→ Exercise:
Using the listing below, select the lines with the word "Campbell" and copy them.

→ Extracted entries:
--
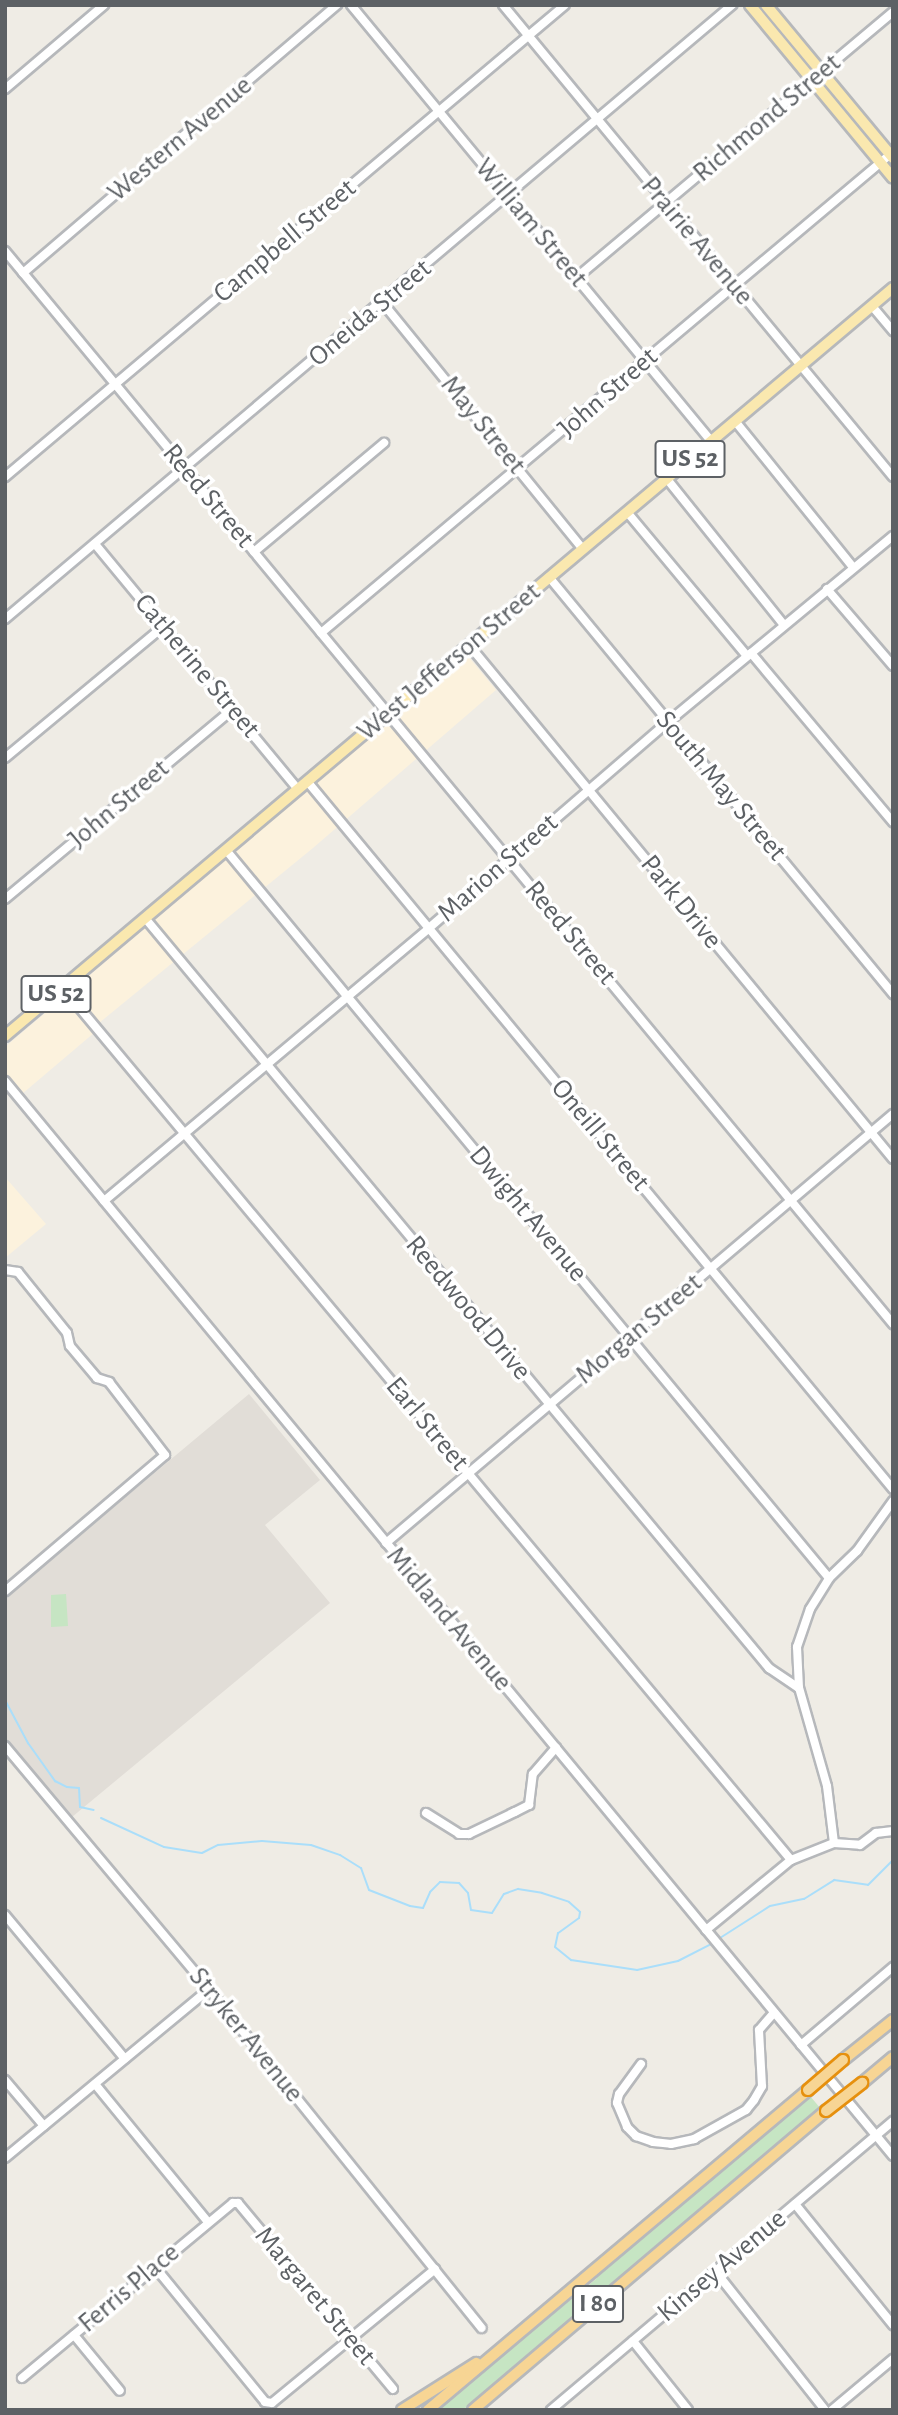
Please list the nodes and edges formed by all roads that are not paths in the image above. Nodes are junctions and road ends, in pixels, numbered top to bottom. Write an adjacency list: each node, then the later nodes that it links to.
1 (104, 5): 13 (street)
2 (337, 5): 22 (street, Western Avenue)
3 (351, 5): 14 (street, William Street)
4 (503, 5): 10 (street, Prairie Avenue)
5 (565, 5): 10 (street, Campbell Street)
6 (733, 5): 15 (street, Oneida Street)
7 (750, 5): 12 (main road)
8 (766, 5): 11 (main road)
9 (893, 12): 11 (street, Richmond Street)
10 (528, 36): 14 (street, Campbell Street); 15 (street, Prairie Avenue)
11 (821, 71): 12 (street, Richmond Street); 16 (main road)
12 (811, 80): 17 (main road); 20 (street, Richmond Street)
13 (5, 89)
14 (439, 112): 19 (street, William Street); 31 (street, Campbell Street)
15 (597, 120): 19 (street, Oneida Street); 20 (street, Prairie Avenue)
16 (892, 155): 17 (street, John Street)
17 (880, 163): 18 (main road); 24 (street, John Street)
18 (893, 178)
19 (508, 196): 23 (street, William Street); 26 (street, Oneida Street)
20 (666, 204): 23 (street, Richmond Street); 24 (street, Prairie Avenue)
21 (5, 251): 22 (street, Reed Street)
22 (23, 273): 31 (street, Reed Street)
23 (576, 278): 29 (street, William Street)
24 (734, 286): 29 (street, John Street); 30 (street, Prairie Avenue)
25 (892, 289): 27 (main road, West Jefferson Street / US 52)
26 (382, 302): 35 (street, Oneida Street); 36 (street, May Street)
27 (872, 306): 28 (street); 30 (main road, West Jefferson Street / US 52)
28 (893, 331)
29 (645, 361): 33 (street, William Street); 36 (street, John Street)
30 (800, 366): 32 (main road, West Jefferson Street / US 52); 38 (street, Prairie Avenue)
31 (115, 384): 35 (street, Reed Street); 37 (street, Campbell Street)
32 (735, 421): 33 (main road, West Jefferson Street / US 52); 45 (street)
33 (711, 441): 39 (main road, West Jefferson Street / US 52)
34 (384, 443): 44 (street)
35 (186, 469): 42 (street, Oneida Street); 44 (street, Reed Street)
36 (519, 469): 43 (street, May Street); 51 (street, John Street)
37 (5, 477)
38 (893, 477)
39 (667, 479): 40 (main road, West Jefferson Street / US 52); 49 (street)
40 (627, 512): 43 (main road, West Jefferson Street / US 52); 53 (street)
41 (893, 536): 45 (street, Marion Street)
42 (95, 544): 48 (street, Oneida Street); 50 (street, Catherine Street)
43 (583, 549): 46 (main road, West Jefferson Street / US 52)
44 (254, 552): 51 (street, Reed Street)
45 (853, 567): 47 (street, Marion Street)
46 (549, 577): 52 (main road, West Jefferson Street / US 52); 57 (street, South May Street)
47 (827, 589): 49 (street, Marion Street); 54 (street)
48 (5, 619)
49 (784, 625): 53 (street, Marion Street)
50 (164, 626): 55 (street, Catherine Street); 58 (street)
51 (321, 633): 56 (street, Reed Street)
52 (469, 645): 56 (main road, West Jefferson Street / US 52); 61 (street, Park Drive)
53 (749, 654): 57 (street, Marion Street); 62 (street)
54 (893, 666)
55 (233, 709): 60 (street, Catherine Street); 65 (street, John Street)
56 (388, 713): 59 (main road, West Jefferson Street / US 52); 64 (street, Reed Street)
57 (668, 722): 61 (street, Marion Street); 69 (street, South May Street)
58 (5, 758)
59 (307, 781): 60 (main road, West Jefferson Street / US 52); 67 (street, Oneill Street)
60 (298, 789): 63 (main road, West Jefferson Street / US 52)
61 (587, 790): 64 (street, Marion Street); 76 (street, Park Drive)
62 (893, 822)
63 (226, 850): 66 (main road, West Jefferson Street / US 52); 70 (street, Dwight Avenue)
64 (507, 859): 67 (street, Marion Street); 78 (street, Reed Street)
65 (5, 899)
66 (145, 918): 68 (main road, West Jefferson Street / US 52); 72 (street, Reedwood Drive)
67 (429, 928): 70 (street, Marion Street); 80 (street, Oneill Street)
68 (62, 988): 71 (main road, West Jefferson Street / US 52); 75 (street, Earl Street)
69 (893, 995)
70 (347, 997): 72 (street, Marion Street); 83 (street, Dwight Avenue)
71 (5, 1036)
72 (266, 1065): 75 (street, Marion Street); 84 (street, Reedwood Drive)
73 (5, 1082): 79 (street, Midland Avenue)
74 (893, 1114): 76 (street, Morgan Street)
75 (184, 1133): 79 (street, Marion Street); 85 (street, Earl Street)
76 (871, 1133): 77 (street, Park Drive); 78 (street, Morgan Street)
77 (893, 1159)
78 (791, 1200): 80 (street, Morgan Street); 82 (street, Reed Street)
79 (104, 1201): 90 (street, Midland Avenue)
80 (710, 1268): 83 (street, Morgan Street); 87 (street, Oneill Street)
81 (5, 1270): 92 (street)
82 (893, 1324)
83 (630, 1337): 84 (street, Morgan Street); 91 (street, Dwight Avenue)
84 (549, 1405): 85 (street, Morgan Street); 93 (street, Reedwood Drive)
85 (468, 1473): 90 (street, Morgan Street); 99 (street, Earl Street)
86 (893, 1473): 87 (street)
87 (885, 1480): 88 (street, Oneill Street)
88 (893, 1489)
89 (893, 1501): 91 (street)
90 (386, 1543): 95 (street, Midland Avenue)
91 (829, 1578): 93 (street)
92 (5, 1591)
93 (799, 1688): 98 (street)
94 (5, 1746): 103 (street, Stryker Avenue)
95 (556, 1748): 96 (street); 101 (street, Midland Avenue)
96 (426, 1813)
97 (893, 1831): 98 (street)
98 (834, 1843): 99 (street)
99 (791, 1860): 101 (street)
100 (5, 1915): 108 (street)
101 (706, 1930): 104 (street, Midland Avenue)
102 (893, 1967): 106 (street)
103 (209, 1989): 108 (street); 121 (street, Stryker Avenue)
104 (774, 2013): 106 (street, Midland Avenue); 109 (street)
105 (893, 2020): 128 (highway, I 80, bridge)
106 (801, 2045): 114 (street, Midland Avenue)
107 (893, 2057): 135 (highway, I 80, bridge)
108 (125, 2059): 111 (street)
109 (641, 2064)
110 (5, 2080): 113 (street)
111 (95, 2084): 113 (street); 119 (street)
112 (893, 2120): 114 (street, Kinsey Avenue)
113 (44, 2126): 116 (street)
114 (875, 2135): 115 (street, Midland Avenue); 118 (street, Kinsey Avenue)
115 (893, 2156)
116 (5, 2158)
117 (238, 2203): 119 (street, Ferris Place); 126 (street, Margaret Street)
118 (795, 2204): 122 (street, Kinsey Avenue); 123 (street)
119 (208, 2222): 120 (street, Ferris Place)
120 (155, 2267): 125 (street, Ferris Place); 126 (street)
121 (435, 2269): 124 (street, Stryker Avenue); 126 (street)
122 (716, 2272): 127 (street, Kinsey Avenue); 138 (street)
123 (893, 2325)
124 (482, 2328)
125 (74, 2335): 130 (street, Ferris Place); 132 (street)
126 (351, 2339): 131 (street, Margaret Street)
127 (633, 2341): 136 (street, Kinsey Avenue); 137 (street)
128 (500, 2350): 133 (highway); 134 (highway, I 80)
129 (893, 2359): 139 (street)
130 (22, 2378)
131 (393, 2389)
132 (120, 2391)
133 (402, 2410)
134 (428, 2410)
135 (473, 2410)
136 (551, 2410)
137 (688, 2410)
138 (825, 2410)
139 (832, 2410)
--
→ Worked solution:
5 (565, 5): 10 (street, Campbell Street)
10 (528, 36): 14 (street, Campbell Street); 15 (street, Prairie Avenue)
14 (439, 112): 19 (street, William Street); 31 (street, Campbell Street)
31 (115, 384): 35 (street, Reed Street); 37 (street, Campbell Street)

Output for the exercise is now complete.